### Task material:
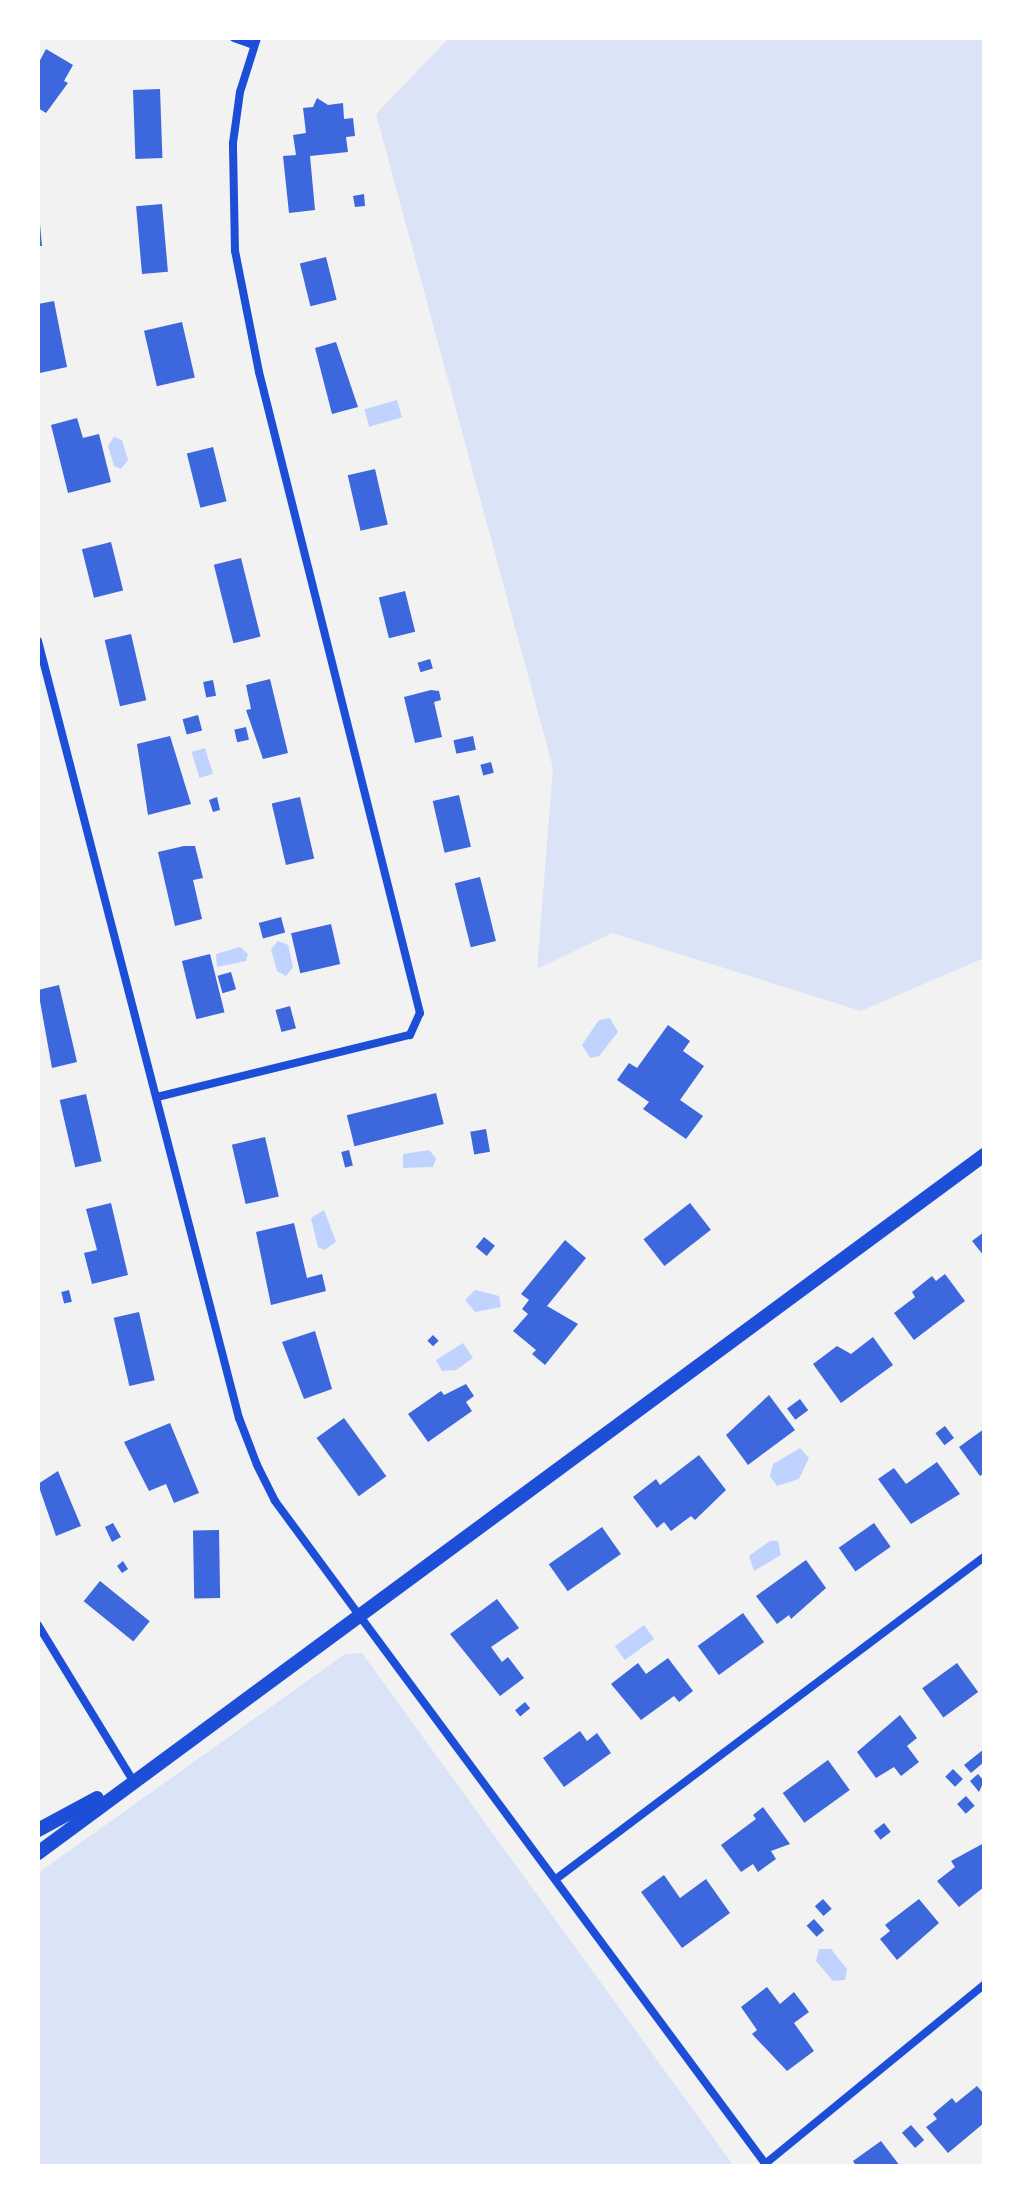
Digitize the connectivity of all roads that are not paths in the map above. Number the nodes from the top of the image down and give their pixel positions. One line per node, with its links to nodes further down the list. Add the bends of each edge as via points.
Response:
1 (234, 38): 2 (street)
2 (255, 42): 6 (street, via 233,143 235,251 259,372 420,1013 410,1035)
3 (38, 641): 4 (street)
4 (51, 698): 5 (street); 6 (street)
5 (38, 701)
6 (157, 1097): 9 (street, via 239,1418 257,1465 275,1501)
7 (984, 1155): 9 (street)
8 (984, 1557): 14 (street)
9 (359, 1615): 11 (street); 14 (street)
10 (38, 1625): 11 (street)
11 (132, 1779): 12 (street); 13 (street)
12 (38, 1830)
13 (38, 1853)
14 (556, 1879): 16 (street)
15 (984, 1985): 16 (street)
16 (766, 2165)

### Directions:
Above are the records; copy them exactly without the pictures.

### Expected output:
Digitize the connectivity of all roads that are not paths in the map above. Number the nodes from the top of the image down and give their pixel positions. One line per node, with its links to nodes further down the list. Add the bends of each edge as via points.
Response:
1 (234, 38): 2 (street)
2 (255, 42): 6 (street, via 233,143 235,251 259,372 420,1013 410,1035)
3 (38, 641): 4 (street)
4 (51, 698): 5 (street); 6 (street)
5 (38, 701)
6 (157, 1097): 9 (street, via 239,1418 257,1465 275,1501)
7 (984, 1155): 9 (street)
8 (984, 1557): 14 (street)
9 (359, 1615): 11 (street); 14 (street)
10 (38, 1625): 11 (street)
11 (132, 1779): 12 (street); 13 (street)
12 (38, 1830)
13 (38, 1853)
14 (556, 1879): 16 (street)
15 (984, 1985): 16 (street)
16 (766, 2165)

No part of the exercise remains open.